Il Consiglio Europeo da oltre un ventennio monitora attentamente il fenomeno su base nazionale pubblicando un rapporto annuo con valenza comunitaria: quali sono le problematiche più evidenti ed emergenti, quali le soluzioni a lungo termine e le strategie da adottare in Europa? In Italia la segregazione scolastica si sviluppa in particolare nei bacini ad alta immigrazione: in primis figurano Lombardia e Campania, che presentano alcune aree ove gli studenti stranieri costituiscono oltre il 40% della totale popolazione scolastica.
Un numero considerevole di giovani in tutta Europa frequenta scuole con un’alta concentrazione di studenti svantaggiati sulla base del loro background socioeconomico, etnico o culturale o a causa di una disabilità. La loro separazione o concentrazione in scuole e classi specifiche danneggia le loro opportunità di apprendimento e costituisce una chiara violazione del loro diritto all’istruzione e del loro diritto a non essere discriminati. L’istruzione separata dei bambini con disabilità è una pratica diffusa in tutta Europa, nonostante il fatto che l’Articolo 24 della Convenzione delle Nazioni Unite sui diritti delle persone con disabilità (UNCRPD) imponga agli Stati il dovere di garantire che gli studenti con disabilità possano accedere ad “un’istruzione inclusiva, un’istruzione primaria e secondaria gratuita e di qualità, su base di uguaglianza con gli altri nelle comunità in cui vivono”.
La segregazione scolastica colpisce gravemente anche i bambini rom e nomadi in molti Stati membri. Un numero sproporzionato di loro è iscritto in classi di recupero e scuole speciali, dove ricevono un’istruzione secondo un curriculum inadeguato o ridotto. In alcuni paesi (Repubblica Ceca, Slovacchia ed Ungheria) le probabilità che i bambini rom vengano iscritti in una scuola speciale sono 27 volte superiori rispetto a quelle dei bambini non rom. Anche i bambini rifugiati e quelli con un background migratorio sperimentano la segregazione scolastica in molti paesi europei, poiché spesso frequentano scuole con una presenza sproporzionatamente elevata di altri bambini a loro volta migranti.
I requisiti educativi minimi per l’inclusione sociale sono aumentati significativamente nel tempo anche su base legale. È necessario un accesso diretto e più ampio alle esperienze educative e scolastiche – sia nei settori statali che privati – affinché i giovani studenti acquisiscano le competenze necessarie per vivere e lavorare nelle società del presente. Garantire l’accesso alla scuola ai bambini appartenenti a gruppi svantaggiati non è sufficiente, né è sufficiente distribuirli in scuole diverse se queste non sono adatte ai loro bisogni e non offrono un’istruzione di qualità. Occorre monitorare con attenzione il loro inserimento, sostiene il rapporto. Ovviamente la lotta alla segregazione scolastica non può avere successo se l’istruzione non viene intesa come un servizio pubblico.
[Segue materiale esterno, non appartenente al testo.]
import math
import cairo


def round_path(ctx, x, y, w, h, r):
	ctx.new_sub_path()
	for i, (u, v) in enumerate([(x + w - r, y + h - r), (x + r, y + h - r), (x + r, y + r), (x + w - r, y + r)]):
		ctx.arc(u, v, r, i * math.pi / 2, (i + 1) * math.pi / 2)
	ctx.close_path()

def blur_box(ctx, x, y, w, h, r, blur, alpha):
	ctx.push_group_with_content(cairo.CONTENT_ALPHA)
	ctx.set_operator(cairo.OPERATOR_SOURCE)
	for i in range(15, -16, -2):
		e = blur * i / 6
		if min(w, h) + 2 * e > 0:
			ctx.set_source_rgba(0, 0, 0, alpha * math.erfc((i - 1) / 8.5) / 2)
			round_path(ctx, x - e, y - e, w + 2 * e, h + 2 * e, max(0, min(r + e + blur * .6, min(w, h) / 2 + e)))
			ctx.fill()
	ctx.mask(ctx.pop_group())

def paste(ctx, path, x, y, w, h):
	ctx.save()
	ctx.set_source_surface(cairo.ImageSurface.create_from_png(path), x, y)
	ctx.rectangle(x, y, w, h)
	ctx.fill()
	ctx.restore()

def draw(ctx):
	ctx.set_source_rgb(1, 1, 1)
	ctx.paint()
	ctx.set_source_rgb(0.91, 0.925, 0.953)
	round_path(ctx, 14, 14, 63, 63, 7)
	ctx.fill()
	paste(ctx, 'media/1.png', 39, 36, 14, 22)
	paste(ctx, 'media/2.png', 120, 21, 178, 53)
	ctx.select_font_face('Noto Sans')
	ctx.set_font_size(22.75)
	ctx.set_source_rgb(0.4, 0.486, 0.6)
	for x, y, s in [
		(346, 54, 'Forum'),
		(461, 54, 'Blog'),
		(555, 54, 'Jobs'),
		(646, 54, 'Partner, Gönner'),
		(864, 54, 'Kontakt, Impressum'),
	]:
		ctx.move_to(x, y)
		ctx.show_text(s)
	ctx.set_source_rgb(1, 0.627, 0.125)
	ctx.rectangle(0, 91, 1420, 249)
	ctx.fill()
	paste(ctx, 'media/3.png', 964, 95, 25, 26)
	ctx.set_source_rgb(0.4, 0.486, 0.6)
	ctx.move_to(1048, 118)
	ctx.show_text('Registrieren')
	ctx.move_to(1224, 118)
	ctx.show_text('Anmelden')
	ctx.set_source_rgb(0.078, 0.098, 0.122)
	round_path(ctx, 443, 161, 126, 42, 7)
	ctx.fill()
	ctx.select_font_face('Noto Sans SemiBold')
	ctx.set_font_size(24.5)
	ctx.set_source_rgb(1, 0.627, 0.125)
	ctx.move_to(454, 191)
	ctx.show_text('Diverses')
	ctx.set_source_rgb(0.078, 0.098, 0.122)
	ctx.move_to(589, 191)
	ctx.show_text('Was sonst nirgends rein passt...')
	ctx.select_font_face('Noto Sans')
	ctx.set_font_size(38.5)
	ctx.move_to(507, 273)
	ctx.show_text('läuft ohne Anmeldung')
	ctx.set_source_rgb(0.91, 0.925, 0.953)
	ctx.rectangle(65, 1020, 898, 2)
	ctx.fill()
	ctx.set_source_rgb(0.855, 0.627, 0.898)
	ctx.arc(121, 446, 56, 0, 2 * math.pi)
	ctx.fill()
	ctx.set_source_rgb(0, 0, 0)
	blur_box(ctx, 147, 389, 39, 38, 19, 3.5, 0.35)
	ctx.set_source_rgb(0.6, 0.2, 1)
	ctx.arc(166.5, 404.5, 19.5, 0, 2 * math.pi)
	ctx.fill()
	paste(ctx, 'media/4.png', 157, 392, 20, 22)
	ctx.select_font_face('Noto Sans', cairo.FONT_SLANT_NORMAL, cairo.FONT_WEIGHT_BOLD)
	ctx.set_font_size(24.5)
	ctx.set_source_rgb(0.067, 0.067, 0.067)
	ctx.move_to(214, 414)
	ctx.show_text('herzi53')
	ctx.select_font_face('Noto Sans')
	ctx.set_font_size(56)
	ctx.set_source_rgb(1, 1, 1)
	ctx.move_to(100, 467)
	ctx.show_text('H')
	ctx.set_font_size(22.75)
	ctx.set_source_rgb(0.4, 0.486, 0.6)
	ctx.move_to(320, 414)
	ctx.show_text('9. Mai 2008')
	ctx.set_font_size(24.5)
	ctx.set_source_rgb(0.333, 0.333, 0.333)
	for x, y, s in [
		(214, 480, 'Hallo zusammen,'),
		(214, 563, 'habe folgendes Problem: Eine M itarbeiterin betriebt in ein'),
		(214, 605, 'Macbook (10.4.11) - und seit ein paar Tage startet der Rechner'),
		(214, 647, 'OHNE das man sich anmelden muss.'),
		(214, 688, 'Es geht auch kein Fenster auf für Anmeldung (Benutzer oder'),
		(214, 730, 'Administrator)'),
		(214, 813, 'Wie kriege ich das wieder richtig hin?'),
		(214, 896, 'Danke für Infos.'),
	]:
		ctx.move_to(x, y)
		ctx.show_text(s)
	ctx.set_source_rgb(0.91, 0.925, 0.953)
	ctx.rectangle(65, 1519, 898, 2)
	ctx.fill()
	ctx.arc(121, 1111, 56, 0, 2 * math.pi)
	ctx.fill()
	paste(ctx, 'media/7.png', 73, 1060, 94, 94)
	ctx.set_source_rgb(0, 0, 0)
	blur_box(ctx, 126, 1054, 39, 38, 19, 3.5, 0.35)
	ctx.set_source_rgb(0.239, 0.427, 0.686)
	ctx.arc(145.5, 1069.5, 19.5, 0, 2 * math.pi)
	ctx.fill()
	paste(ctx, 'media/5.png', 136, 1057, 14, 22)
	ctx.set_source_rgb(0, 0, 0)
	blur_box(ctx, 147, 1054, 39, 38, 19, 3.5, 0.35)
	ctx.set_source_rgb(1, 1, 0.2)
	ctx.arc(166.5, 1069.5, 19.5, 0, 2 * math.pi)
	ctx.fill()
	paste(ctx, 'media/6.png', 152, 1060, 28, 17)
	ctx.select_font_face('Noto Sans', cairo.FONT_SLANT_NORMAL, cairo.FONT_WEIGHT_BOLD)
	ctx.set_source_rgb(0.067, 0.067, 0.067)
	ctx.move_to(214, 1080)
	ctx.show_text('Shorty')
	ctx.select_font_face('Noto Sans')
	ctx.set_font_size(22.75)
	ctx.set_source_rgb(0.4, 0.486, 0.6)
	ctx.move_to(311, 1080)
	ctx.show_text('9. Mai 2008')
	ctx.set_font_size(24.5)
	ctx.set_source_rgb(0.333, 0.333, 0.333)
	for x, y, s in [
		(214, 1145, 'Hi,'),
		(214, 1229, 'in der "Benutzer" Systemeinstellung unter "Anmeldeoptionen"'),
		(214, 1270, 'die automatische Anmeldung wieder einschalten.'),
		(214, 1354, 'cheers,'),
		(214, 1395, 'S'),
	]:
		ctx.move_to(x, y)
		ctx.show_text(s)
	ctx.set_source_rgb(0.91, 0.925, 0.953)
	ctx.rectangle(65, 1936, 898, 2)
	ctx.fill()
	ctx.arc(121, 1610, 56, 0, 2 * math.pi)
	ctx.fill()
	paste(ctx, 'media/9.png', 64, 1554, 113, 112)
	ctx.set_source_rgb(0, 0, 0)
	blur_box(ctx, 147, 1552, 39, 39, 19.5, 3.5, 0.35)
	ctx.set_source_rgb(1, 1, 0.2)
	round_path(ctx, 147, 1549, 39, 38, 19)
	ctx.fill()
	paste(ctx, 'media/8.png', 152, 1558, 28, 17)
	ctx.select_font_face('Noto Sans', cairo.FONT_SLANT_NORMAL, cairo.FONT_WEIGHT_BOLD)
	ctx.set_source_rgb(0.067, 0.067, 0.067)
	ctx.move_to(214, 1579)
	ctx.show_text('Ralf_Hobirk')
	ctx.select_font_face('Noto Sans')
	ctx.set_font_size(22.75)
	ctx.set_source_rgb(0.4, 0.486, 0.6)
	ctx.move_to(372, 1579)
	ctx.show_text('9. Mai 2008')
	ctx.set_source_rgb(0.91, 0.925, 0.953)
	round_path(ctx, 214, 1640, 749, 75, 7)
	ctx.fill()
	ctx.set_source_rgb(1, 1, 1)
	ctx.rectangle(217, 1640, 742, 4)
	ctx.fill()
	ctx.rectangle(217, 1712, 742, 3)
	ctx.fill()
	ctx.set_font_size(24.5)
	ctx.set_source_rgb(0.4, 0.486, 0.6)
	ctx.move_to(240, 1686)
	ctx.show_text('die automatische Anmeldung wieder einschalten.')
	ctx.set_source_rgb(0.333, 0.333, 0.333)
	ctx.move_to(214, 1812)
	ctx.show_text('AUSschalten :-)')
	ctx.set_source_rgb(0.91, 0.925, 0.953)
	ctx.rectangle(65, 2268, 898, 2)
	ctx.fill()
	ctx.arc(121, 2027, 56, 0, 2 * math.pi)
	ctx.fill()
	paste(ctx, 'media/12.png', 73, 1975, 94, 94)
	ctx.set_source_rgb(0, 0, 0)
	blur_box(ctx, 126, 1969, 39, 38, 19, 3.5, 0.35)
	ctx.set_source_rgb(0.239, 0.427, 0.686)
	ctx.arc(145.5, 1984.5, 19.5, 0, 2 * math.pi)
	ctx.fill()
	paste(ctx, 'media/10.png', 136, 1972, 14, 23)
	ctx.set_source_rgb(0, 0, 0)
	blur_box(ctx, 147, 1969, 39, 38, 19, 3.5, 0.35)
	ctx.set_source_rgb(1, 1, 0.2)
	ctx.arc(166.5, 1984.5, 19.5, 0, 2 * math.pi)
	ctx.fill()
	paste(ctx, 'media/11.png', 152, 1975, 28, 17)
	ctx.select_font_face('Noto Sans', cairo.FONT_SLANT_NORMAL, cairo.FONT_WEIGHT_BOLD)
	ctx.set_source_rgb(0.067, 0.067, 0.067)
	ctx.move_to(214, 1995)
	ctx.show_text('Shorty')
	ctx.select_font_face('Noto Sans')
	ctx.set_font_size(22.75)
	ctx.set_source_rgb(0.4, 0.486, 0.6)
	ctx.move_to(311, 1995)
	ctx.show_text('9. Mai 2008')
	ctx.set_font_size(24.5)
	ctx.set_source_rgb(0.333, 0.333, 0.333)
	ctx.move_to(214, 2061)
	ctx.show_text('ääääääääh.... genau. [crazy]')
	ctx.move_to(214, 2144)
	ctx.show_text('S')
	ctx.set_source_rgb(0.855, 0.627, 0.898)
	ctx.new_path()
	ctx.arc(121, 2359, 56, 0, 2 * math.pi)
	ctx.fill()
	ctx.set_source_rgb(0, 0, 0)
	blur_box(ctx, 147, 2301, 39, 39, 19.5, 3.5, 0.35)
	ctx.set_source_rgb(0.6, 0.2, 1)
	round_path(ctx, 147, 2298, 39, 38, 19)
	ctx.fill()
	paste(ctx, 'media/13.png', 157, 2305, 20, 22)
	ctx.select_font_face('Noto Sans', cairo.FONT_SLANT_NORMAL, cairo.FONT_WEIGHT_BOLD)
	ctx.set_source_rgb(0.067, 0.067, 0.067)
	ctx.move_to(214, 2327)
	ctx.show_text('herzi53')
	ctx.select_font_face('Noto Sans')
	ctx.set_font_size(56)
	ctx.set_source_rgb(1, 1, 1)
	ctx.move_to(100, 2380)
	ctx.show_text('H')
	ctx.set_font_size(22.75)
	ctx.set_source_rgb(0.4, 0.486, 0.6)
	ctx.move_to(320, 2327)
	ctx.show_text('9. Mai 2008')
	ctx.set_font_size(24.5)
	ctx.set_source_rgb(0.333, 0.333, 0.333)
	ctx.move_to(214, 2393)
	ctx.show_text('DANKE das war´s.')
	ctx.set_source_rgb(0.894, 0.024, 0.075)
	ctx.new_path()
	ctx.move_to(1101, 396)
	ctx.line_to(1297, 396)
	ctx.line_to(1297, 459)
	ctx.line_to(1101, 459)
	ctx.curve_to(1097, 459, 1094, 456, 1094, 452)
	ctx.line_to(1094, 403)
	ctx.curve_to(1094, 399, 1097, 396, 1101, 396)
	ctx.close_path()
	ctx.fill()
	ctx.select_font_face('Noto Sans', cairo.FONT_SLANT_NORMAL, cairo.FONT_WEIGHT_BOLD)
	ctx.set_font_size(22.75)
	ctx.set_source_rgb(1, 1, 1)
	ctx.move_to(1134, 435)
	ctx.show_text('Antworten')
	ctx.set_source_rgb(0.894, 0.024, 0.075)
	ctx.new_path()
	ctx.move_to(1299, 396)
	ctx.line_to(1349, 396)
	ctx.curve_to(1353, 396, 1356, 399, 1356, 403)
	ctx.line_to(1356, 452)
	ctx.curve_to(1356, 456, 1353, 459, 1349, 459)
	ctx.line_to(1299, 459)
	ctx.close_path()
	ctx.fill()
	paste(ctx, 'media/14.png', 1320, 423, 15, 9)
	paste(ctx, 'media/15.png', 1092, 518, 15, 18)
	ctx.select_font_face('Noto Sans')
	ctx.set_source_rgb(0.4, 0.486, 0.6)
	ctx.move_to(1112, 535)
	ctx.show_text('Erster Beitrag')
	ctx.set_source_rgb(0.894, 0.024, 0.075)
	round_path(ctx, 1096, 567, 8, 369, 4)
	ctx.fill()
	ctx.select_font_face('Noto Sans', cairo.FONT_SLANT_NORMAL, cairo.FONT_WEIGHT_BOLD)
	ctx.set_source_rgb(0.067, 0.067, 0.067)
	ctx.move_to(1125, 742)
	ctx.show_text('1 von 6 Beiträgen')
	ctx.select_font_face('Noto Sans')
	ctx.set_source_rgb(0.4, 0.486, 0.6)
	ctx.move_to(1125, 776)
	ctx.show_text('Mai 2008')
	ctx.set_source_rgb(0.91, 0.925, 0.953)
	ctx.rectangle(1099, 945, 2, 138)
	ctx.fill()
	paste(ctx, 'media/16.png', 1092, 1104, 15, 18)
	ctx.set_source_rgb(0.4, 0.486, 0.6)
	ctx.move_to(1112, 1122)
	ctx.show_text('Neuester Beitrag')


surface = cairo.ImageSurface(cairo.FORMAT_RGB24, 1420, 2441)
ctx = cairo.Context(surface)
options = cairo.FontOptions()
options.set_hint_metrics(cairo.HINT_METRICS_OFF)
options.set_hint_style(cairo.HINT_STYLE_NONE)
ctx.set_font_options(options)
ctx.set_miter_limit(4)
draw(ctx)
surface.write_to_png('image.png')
Ciò può tradursi in diverse forme di offerta educativa, anche attraverso soggetti privati. In molti paesi, gli stati finanziano le scuole private che convengono a condizioni e soluzioni specifiche, che di solito includono clausole non discriminatorie (per quanto riguarda le differenze economiche, culturali, sessuali o religiose) e la definizione delle attività educative senza scopo di lucro degli istituti. La scelta scolastica di per sé non genera inevitabilmente discriminazione. Un elevato numero di sistemi educativi fornisce istruzione a condizioni libere quasi di mercato, consentendo la scelta della scuola in circostanze specifiche. Occorre inoltre basarsi sul presupposto che tutti gli studenti possano apprendere e abbiano il potenziale per essere istruiti.